Dispatcher API
Object Interface
For historical reasons, the Dispatcher abstraction does not correspond to a Dispatcher interface in Java. We use instead the interface com.zeroc.Ice.Object as the base interface for dispatchers.
com.zeroc.Ice.Object is a interface that provides the default implementation for the pseudo Slice interface Object:
package com.zeroc.Ice;
@SliceTypeId(value = "::Ice::Object")
public interface Object {
default CompletionStage<OutgoingResponse> dispatch(
IncomingRequest request) throws UserException {
...
}
}
The implementation of dispatch on com.zeroc.Ice.Object dispatches an incoming request to the 4 operations defined on Object: ice_id, ice_ids, ice_isA, and ice_ping. It throws OperationNotExistException for any other operation.
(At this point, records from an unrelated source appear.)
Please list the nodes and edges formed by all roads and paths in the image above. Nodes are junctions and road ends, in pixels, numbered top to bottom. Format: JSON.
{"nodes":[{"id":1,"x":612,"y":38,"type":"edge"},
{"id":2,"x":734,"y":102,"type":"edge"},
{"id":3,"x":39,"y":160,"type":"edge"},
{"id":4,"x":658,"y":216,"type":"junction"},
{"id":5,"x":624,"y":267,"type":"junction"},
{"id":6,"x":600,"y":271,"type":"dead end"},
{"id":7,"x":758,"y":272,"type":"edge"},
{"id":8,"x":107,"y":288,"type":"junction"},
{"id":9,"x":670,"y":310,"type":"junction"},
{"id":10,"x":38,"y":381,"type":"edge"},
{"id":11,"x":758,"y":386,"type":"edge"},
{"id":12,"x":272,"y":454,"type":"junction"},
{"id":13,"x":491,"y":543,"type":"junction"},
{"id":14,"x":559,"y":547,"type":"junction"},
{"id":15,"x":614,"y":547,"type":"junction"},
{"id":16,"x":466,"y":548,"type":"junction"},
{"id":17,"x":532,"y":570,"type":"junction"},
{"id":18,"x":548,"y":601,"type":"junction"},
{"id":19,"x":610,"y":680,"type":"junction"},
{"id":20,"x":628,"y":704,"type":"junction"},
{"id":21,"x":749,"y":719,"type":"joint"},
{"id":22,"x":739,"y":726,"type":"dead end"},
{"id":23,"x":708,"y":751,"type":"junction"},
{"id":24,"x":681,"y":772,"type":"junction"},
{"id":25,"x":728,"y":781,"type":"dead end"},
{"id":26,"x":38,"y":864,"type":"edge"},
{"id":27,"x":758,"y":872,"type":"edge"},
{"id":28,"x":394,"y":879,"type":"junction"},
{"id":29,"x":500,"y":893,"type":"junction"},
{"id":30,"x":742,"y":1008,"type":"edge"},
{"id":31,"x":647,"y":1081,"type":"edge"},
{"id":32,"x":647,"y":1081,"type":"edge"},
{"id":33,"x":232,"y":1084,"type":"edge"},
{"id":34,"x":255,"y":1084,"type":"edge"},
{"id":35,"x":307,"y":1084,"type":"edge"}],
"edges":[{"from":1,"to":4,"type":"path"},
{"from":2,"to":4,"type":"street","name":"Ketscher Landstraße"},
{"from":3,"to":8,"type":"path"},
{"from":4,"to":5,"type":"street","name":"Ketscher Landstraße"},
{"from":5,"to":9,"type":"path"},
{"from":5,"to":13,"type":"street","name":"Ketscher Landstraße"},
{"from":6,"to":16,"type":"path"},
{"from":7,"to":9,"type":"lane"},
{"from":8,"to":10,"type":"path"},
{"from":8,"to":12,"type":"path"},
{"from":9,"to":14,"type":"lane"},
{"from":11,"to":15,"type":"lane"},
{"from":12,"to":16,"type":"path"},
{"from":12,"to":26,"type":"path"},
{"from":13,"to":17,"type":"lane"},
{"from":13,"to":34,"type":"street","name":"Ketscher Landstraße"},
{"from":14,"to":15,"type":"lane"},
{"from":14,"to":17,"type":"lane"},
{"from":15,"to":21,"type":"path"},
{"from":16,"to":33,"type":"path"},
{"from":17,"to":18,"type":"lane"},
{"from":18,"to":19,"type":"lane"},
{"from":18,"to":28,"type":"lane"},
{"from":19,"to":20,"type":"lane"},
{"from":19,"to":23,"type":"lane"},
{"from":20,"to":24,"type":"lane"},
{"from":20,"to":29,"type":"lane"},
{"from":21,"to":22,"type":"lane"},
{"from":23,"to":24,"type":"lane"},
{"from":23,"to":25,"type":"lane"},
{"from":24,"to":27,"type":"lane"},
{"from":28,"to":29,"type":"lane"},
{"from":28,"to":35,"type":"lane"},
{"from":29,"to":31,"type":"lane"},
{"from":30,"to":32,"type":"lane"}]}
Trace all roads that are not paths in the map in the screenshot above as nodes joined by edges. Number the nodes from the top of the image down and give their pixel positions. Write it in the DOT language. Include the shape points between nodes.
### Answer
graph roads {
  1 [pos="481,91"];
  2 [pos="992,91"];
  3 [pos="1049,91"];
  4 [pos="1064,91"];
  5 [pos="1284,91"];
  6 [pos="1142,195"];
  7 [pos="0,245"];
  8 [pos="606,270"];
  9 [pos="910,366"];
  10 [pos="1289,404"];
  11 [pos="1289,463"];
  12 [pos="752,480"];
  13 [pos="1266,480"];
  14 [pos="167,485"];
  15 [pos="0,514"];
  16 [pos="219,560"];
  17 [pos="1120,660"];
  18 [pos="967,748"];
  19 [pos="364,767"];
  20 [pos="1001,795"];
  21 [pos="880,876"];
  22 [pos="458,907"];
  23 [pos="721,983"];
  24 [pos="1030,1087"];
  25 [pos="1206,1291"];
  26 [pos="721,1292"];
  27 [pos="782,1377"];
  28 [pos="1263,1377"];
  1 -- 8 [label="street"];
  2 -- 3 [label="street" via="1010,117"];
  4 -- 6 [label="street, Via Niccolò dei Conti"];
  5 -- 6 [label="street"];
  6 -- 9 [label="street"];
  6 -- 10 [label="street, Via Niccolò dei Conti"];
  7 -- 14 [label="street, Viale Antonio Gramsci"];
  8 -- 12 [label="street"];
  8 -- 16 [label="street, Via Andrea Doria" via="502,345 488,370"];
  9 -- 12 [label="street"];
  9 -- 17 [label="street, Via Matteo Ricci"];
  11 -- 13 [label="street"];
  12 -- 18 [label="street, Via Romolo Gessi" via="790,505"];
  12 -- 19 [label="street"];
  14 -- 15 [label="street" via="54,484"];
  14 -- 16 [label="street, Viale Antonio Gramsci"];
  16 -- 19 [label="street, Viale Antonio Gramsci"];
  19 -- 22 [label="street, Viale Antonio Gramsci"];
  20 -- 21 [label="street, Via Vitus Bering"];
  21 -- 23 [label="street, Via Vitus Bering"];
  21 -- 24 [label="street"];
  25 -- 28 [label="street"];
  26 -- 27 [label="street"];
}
This implementation is immaterial: in practice, a dispatcher is any Java class that implements com.zeroc.Ice.Objectand reimplements dispatch. This dispatcher may (but does not need to) implement the 4 operations defined on Object.
Servants
In Java, a servant is a concrete class that implements the Dispatcher abstraction by itself, without delegating to some other object. In other words, a servant is a “terminal dispatcher”. A servant should generally handle the 4 operations defined on the pseudo-Slice interface Object.
The most common type of Java servants are classes that implement skeleton classes generated by the Slice compiler. These generated skeleton classes reimplement dispatch by:
unmarshaling input parameters
calling the pure virtual member function whose name matches the operation name carried by the request (you implement this pure virtual function in the servant class)
creating a response from the return value and out parameters returned by this function
They also implement or reimplement the 4 operations defined on Object.